Exercise objective: Every line below that contains "Octubre" is to be copied.
─── Supplied material ───
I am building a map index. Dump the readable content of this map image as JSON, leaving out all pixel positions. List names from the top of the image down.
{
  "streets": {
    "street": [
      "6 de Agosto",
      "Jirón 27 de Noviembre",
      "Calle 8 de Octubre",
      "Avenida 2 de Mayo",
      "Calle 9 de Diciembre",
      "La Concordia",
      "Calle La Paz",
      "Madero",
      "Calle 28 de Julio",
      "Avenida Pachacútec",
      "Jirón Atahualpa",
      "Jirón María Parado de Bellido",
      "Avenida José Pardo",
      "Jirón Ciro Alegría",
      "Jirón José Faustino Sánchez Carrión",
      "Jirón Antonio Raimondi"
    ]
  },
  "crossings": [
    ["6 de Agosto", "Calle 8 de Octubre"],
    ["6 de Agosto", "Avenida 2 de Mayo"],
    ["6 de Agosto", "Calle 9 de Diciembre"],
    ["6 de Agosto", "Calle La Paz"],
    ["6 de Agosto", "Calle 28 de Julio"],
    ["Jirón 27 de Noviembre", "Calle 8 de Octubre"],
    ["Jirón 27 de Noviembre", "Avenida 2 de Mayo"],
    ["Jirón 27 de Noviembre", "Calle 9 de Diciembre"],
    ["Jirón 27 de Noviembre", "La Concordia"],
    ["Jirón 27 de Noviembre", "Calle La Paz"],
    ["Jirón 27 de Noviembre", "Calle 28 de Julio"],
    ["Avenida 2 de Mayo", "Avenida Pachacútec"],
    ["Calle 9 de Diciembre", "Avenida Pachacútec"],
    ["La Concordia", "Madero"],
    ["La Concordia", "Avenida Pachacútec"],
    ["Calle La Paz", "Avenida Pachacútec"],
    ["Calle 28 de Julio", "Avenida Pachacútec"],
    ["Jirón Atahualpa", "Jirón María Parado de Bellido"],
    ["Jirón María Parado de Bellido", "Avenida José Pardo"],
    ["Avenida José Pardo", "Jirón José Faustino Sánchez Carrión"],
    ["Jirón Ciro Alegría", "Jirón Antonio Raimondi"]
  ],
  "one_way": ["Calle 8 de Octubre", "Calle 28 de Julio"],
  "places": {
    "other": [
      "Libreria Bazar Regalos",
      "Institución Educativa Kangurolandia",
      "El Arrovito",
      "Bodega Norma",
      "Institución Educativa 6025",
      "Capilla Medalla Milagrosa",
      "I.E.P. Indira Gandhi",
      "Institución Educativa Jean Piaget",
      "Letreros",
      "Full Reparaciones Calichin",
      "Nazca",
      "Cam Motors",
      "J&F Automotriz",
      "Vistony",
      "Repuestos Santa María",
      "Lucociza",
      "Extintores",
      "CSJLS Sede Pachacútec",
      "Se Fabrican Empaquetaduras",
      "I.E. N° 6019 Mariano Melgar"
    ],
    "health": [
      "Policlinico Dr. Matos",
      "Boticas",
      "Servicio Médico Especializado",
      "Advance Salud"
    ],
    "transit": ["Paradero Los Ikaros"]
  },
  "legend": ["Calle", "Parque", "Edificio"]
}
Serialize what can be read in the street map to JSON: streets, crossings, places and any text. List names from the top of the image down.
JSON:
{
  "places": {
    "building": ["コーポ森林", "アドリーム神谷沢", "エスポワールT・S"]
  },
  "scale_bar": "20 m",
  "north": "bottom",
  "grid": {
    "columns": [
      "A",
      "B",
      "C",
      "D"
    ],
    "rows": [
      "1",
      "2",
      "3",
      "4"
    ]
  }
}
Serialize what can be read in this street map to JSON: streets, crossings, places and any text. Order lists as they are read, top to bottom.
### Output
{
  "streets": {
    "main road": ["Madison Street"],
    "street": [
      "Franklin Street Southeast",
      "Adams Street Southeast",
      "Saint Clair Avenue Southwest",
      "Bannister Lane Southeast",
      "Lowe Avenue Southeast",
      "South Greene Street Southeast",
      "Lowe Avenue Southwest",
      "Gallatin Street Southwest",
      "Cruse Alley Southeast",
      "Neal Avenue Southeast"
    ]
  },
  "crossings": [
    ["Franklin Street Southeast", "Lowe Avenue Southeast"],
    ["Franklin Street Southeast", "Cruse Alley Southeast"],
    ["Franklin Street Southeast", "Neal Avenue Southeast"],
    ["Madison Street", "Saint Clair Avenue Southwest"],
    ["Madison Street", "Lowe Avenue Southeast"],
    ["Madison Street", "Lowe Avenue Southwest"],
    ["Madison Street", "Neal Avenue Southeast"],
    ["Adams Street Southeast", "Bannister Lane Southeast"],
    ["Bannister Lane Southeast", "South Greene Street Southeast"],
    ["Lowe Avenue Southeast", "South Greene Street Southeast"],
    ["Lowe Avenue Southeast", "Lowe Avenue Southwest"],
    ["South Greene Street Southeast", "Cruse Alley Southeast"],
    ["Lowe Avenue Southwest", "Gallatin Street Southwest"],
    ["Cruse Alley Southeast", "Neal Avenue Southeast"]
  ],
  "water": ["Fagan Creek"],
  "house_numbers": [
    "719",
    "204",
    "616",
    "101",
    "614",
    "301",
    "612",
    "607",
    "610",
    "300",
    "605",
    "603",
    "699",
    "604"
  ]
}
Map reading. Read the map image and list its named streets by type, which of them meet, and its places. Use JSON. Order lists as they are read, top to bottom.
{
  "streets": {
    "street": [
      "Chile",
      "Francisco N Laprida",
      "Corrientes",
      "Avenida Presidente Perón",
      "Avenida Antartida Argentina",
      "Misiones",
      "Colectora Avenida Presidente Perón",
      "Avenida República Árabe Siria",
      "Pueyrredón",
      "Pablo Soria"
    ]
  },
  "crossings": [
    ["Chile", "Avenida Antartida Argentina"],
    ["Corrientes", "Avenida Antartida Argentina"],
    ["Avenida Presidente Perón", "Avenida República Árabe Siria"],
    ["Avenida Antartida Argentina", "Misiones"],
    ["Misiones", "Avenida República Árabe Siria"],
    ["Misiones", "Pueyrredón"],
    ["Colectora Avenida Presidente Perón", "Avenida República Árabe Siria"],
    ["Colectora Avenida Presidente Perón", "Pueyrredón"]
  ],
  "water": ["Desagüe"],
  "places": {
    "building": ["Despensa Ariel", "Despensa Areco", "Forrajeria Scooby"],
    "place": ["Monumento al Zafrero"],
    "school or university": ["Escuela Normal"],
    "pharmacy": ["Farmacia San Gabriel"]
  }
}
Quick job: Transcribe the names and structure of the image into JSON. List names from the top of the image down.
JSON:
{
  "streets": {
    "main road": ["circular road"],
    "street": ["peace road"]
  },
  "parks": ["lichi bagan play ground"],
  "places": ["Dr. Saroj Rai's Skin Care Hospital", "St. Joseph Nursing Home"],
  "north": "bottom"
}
───
Completed exercise:
      "Calle 8 de Octubre",
    ["6 de Agosto", "Calle 8 de Octubre"],
    ["Jirón 27 de Noviembre", "Calle 8 de Octubre"],
  "one_way": ["Calle 8 de Octubre", "Calle 28 de Julio"],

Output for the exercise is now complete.